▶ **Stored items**
Content starts
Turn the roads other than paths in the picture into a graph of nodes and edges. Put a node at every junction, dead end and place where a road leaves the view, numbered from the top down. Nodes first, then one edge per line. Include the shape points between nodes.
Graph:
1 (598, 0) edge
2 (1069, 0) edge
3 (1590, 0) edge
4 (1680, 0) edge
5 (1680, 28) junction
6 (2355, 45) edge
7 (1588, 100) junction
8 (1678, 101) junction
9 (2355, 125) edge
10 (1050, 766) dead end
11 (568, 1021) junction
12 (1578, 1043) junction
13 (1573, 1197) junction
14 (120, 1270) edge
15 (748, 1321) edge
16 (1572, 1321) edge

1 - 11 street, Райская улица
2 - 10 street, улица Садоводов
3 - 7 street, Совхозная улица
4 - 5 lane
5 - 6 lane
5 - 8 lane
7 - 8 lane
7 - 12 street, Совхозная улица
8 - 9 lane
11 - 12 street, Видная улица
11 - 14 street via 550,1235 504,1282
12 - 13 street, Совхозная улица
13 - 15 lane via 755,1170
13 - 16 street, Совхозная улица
Content ends
▶ **WHAT IS EXPECTED**
With every line intact, print the records above again.

▶ **ANSWER AREA**
Turn the roads other than paths in the picture into a graph of nodes and edges. Put a node at every junction, dead end and place where a road leaves the view, numbered from the top down. Nodes first, then one edge per line. Include the shape points between nodes.
Graph:
1 (598, 0) edge
2 (1069, 0) edge
3 (1590, 0) edge
4 (1680, 0) edge
5 (1680, 28) junction
6 (2355, 45) edge
7 (1588, 100) junction
8 (1678, 101) junction
9 (2355, 125) edge
10 (1050, 766) dead end
11 (568, 1021) junction
12 (1578, 1043) junction
13 (1573, 1197) junction
14 (120, 1270) edge
15 (748, 1321) edge
16 (1572, 1321) edge

1 - 11 street, Райская улица
2 - 10 street, улица Садоводов
3 - 7 street, Совхозная улица
4 - 5 lane
5 - 6 lane
5 - 8 lane
7 - 8 lane
7 - 12 street, Совхозная улица
8 - 9 lane
11 - 12 street, Видная улица
11 - 14 street via 550,1235 504,1282
12 - 13 street, Совхозная улица
13 - 15 lane via 755,1170
13 - 16 street, Совхозная улица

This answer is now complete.